To present a new approach for estimating the “true prevalence” of malaria and apply it to datasets from Peru, Vietnam, and Cambodia.

Methods

Bayesian models were developed for estimating both the malaria prevalence using different diagnostic tests (microscopy, PCR & ELISA), without the need of a gold standard, and the tests' characteristics. Several sources of information, i.e. data, expert opinions and other sources of knowledge can be integrated into the model. This approach resulting in an optimal and harmonized estimate of malaria infection prevalence, with no conflict between the different sources of information, was tested on data from Peru, Vietnam and Cambodia.

Results

Malaria sero-prevalence was relatively low in all sites, with ELISA showing the highest estimates. The sensitivity of microscopy and ELISA were statistically lower in Vietnam than in the other sites. Similarly, the specificities of microscopy, ELISA and PCR were significantly lower in Vietnam than in the other sites. In Vietnam and Peru, microscopy was closer to the “true” estimate than the other 2 tests while as expected ELISA, with its lower specificity, usually overestimated the prevalence.

Conclusions

Bayesian methods are useful for analyzing prevalence results when no gold standard diagnostic test is available.
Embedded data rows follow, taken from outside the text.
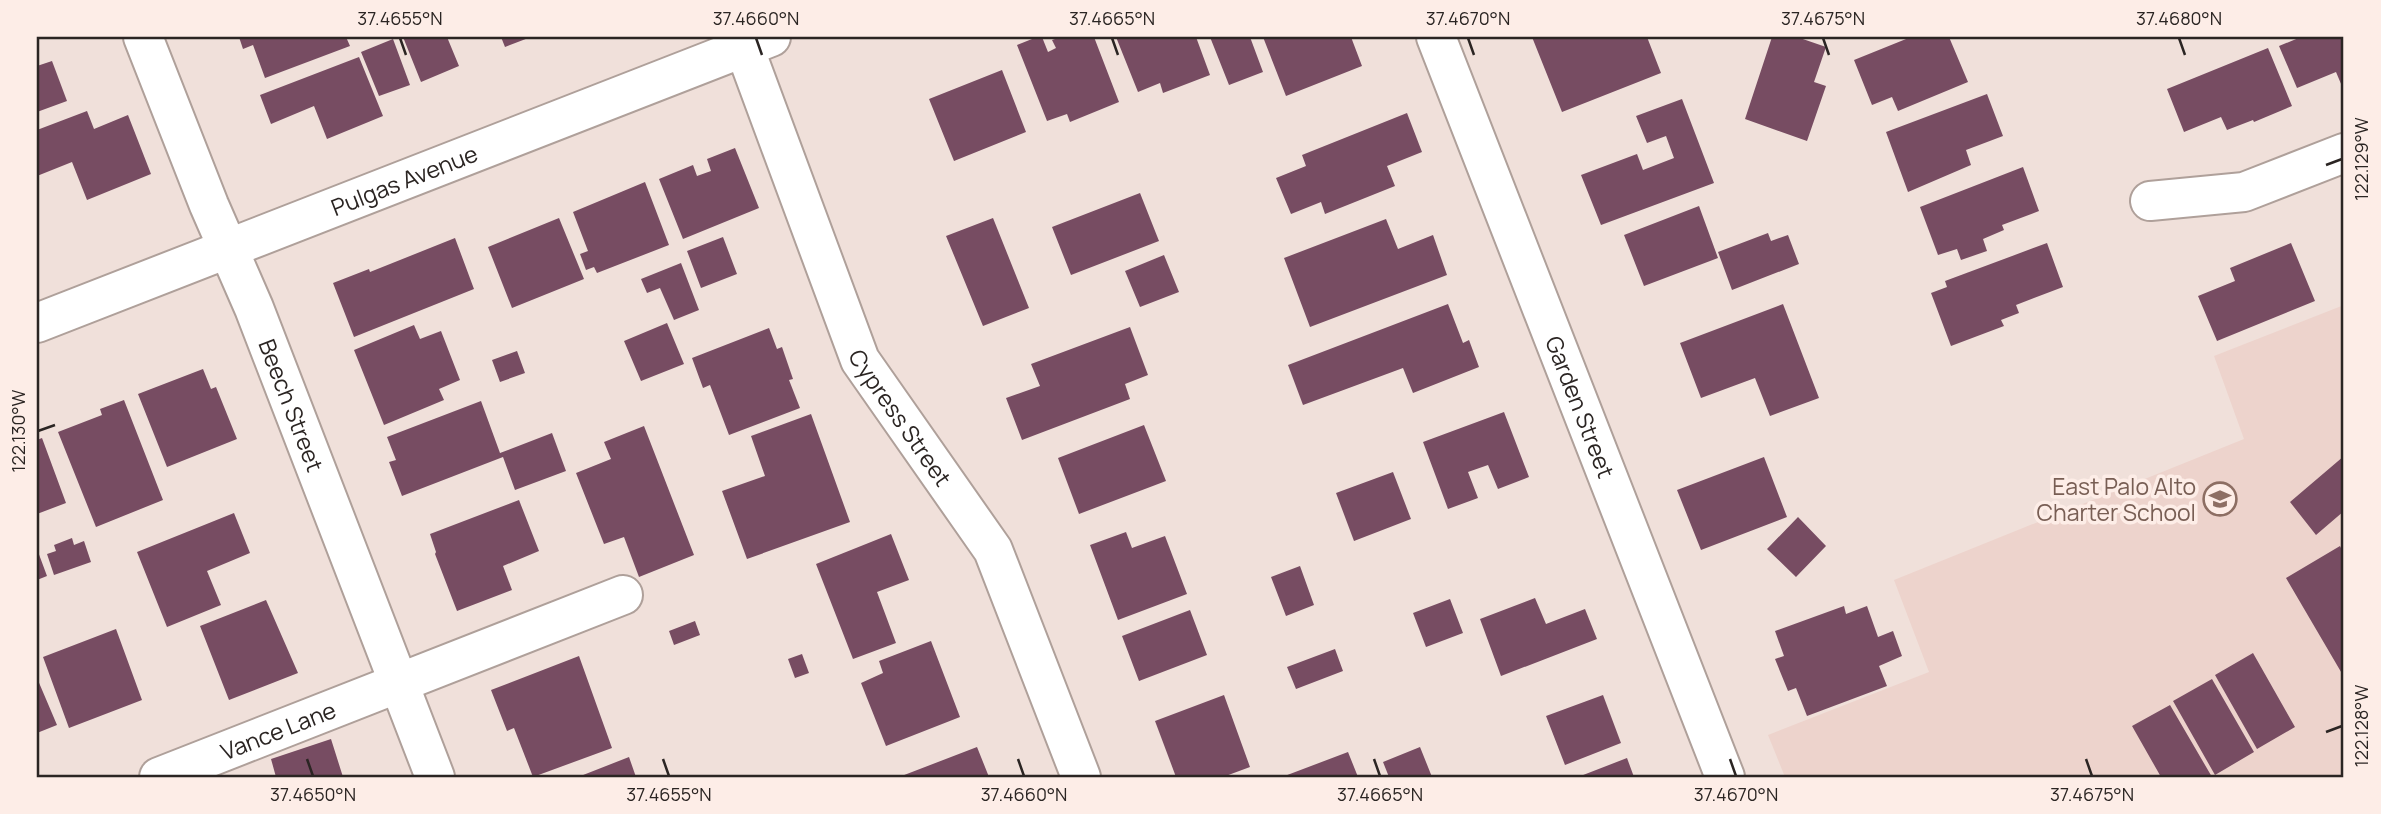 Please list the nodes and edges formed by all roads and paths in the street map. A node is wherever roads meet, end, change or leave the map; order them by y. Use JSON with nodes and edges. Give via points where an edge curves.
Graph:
{"nodes":[{"id":1,"x":143,"y":37,"type":"edge"},
{"id":2,"x":1436,"y":37,"type":"edge"},
{"id":3,"x":757,"y":42,"type":"edge"},
{"id":4,"x":2344,"y":152,"type":"edge"},
{"id":5,"x":2150,"y":201,"type":"dead end"},
{"id":6,"x":229,"y":248,"type":"junction"},
{"id":7,"x":37,"y":323,"type":"edge"},
{"id":8,"x":624,"y":595,"type":"dead end"},
{"id":9,"x":398,"y":683,"type":"junction"},
{"id":10,"x":159,"y":777,"type":"edge"},
{"id":11,"x":435,"y":777,"type":"edge"},
{"id":12,"x":1081,"y":777,"type":"edge"},
{"id":13,"x":1725,"y":777,"type":"edge"}],
"edges":[{"from":1,"to":6,"type":"street","name":"Beech Street"},
{"from":2,"to":13,"type":"street","name":"Garden Street"},
{"from":3,"to":6,"type":"street","name":"Pulgas Avenue"},
{"from":3,"to":12,"type":"street","name":"Cypress Street","via":[[860,360],[993,550]]},
{"from":4,"to":5,"type":"street","via":[[2244,192]]},
{"from":6,"to":7,"type":"street","name":"Pulgas Avenue"},
{"from":6,"to":9,"type":"street","name":"Beech Street"},
{"from":8,"to":9,"type":"street","name":"Vance Lane"},
{"from":9,"to":10,"type":"street","name":"Vance Lane"},
{"from":9,"to":11,"type":"street","name":"Beech Street"}]} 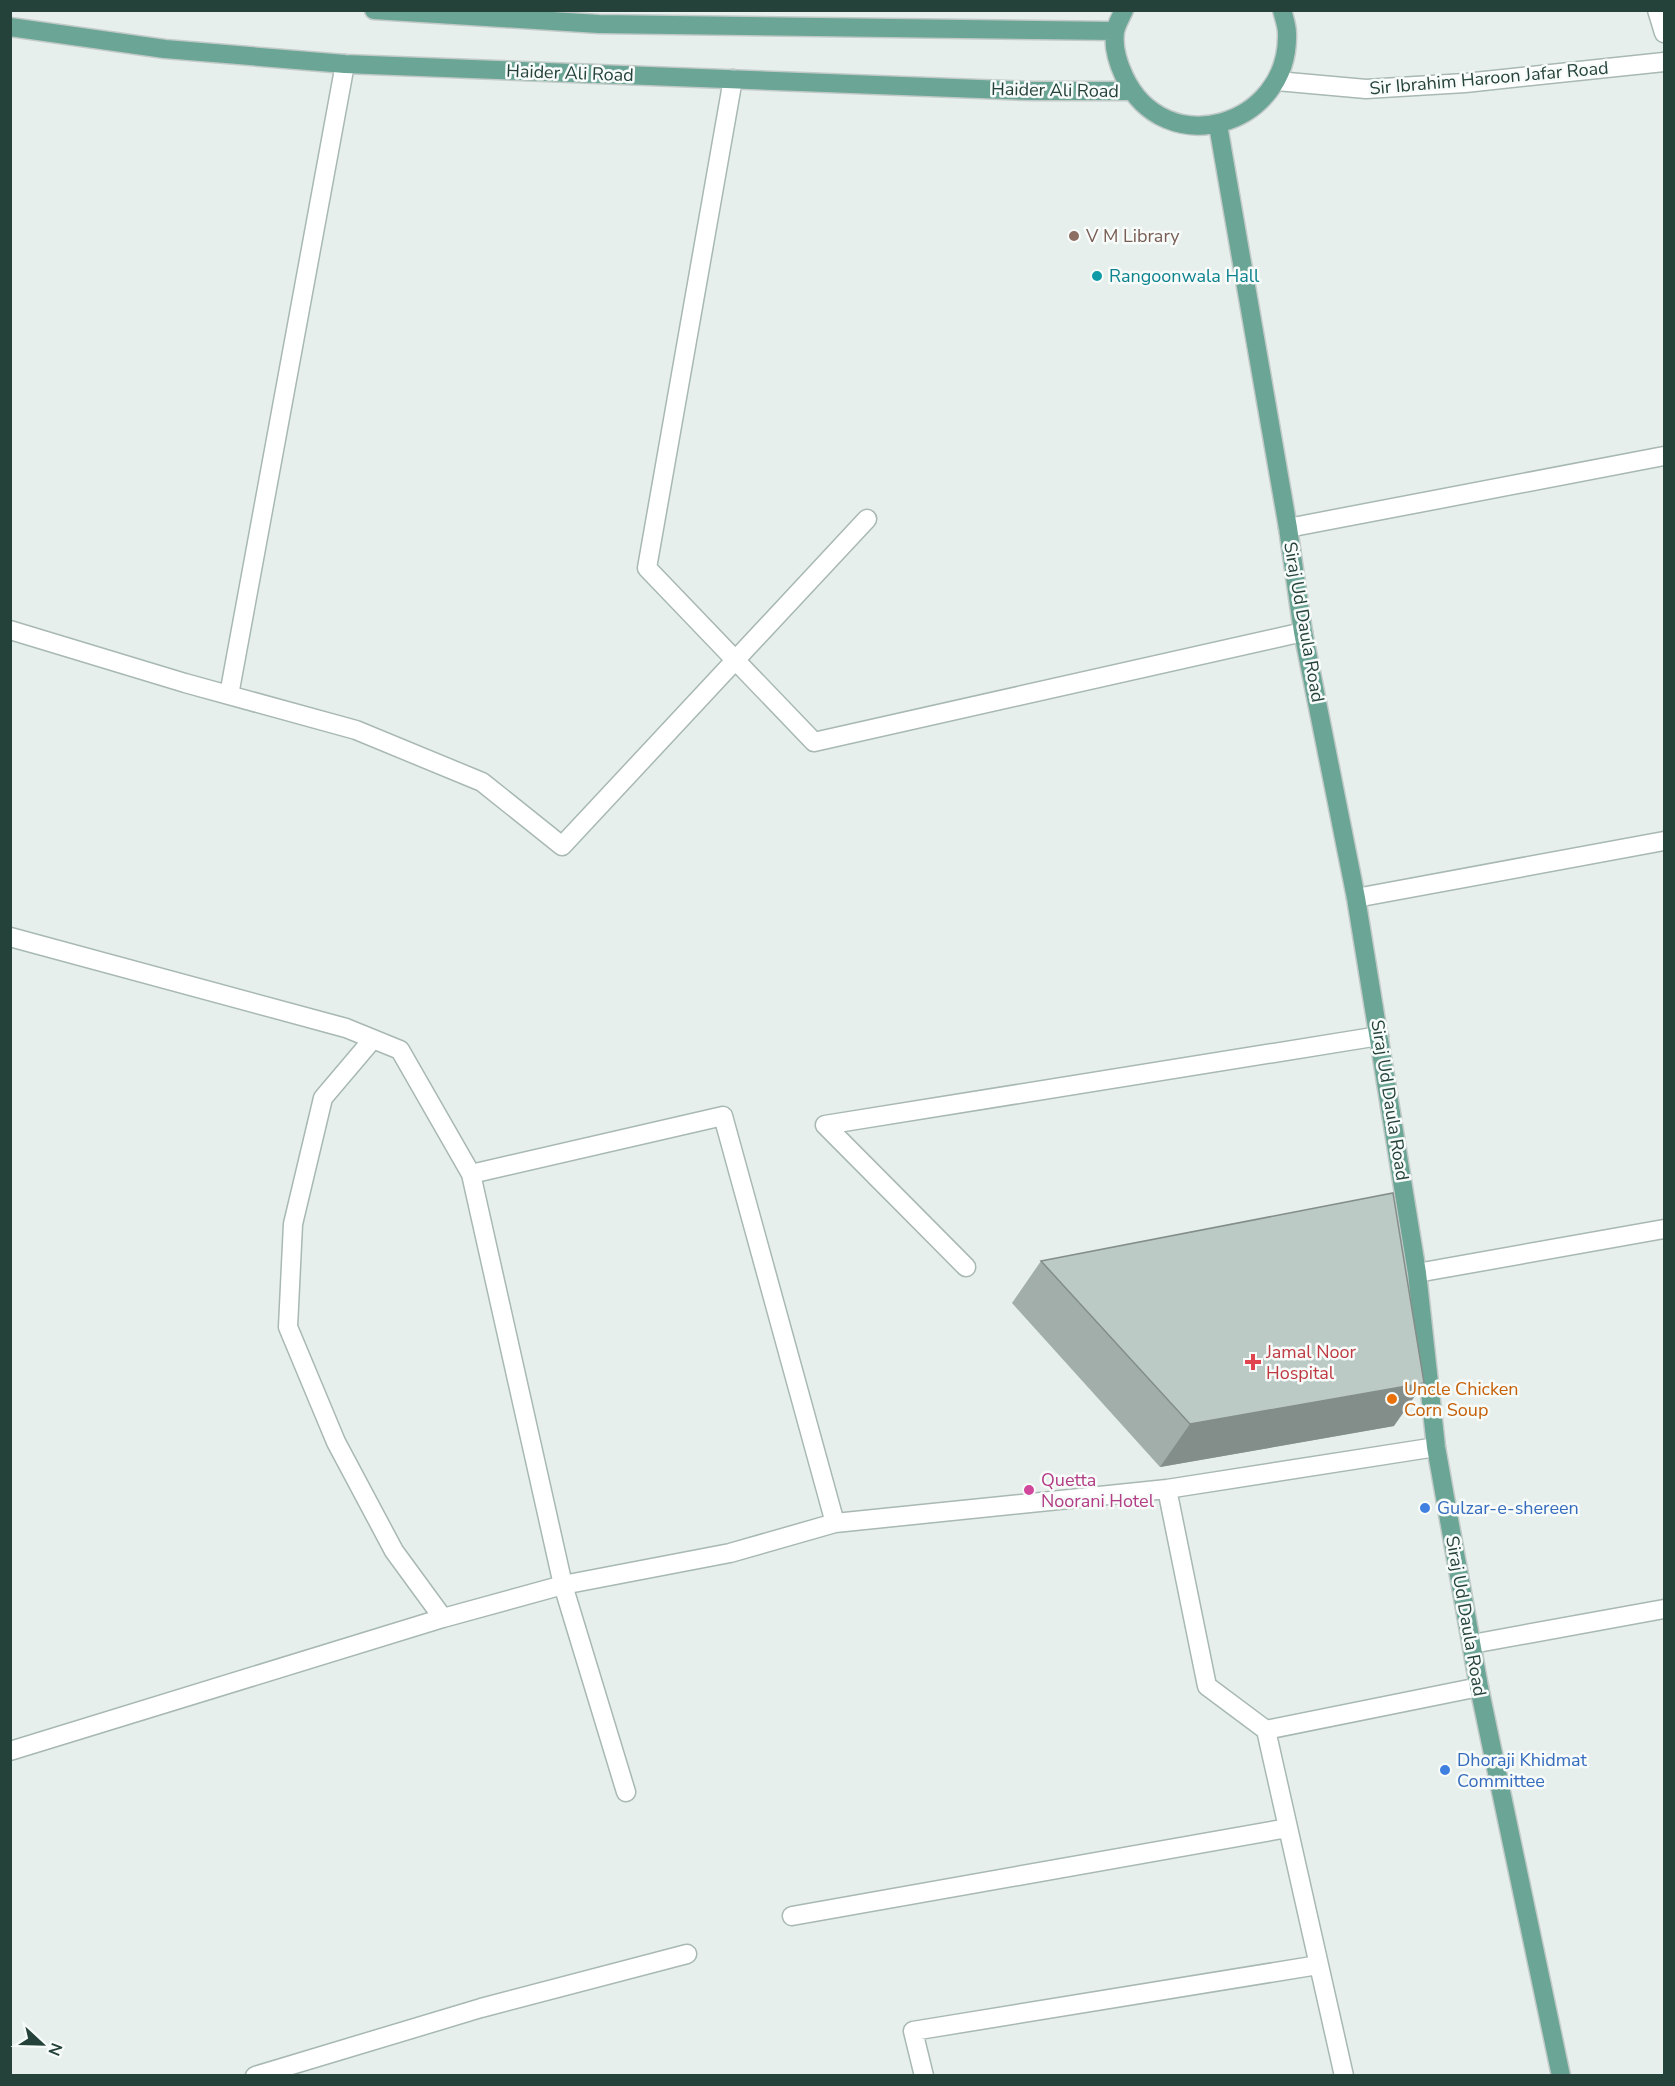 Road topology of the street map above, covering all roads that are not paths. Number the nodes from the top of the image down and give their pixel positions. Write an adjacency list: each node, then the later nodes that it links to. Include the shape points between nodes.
1 (374, 10): 5 (main road)
2 (1124, 10): 7 (main road)
3 (1282, 10): 12 (main road, via 1287,31 1286,57)
4 (1657, 10): 8 (street)
5 (599, 17): 7 (main road)
6 (10, 27): 10 (main road, Haider Ali Road, via 165,49)
7 (1115, 31): 13 (main road, via 1118,63)
8 (1665, 33)
9 (1665, 62): 12 (street, Sir Ibrahim Haroon Jafar Road, via 1366,89)
10 (345, 64): 11 (main road, Haider Ali Road); 21 (street)
11 (733, 79): 13 (main road, Haider Ali Road); 20 (street, via 647,568)
12 (1277, 81): 14 (main road, via 1252,109)
13 (1131, 91): 14 (main road, via 1148,109 1170,121)
14 (1218, 125): 17 (main road, Siraj Ud Daula Road)
15 (1665, 456): 17 (street)
16 (867, 519): 20 (street)
17 (1288, 528): 19 (main road, Siraj Ud Daula Road)
18 (10, 630): 21 (street)
19 (1303, 632): 20 (street, via 814,741); 23 (main road, Siraj Ud Daula Road)
20 (735, 660): 21 (street, via 562,846 482,782 356,730)
21 (229, 695)
22 (1665, 841): 23 (street)
23 (1356, 898): 25 (main road, Siraj Ud Daula Road)
24 (10, 937): 26 (street, via 346,1028)
25 (1379, 1036): 29 (street, via 825,1125); 30 (main road, Siraj Ud Daula Road)
26 (373, 1040): 27 (street, via 400,1050); 36 (street, via 323,1098 293,1224 288,1327 336,1442 394,1551)
27 (471, 1174): 33 (street, via 723,1116); 34 (street)
28 (1665, 1229): 30 (street)
29 (966, 1267)
30 (1417, 1274): 31 (main road, Siraj Ud Daula Road)
31 (1436, 1447): 32 (street); 37 (main road, Siraj Ud Daula Road)
32 (1167, 1489): 33 (street); 39 (street, via 1207,1686)
33 (835, 1523): 34 (street, via 730,1553)
34 (563, 1586): 36 (street); 41 (street)
35 (1665, 1609): 37 (street)
36 (443, 1618): 40 (street)
37 (1472, 1644): 38 (main road, Siraj Ud Daula Road)
38 (1479, 1687): 39 (street); 49 (main road, Siraj Ud Daula Road)
39 (1266, 1730): 42 (street)
40 (10, 1751)
41 (626, 1792)
42 (1288, 1828): 43 (street); 45 (street)
43 (792, 1916)
44 (687, 1954): 46 (street, via 481,2008)
45 (1318, 1965): 47 (street, via 913,2031); 48 (street)
46 (255, 2076)
47 (924, 2076)
48 (1344, 2076)
49 (1562, 2076)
Though some results are expected, e.g. PCR more sensitive than microscopy, a standardized and context-independent quantification of the diagnostic tests' characteristics (sensitivity and specificity) and the underlying malaria prevalence may be useful for comparing different sites. Indeed, the use of a single diagnostic technique could strongly bias the prevalence estimation. This limitation can be circumvented by using a Bayesian framework taking into account the imperfect characteristics of the currently available diagnostic tests. As discussed in the paper, this approach may further support global malaria burden estimation initiatives.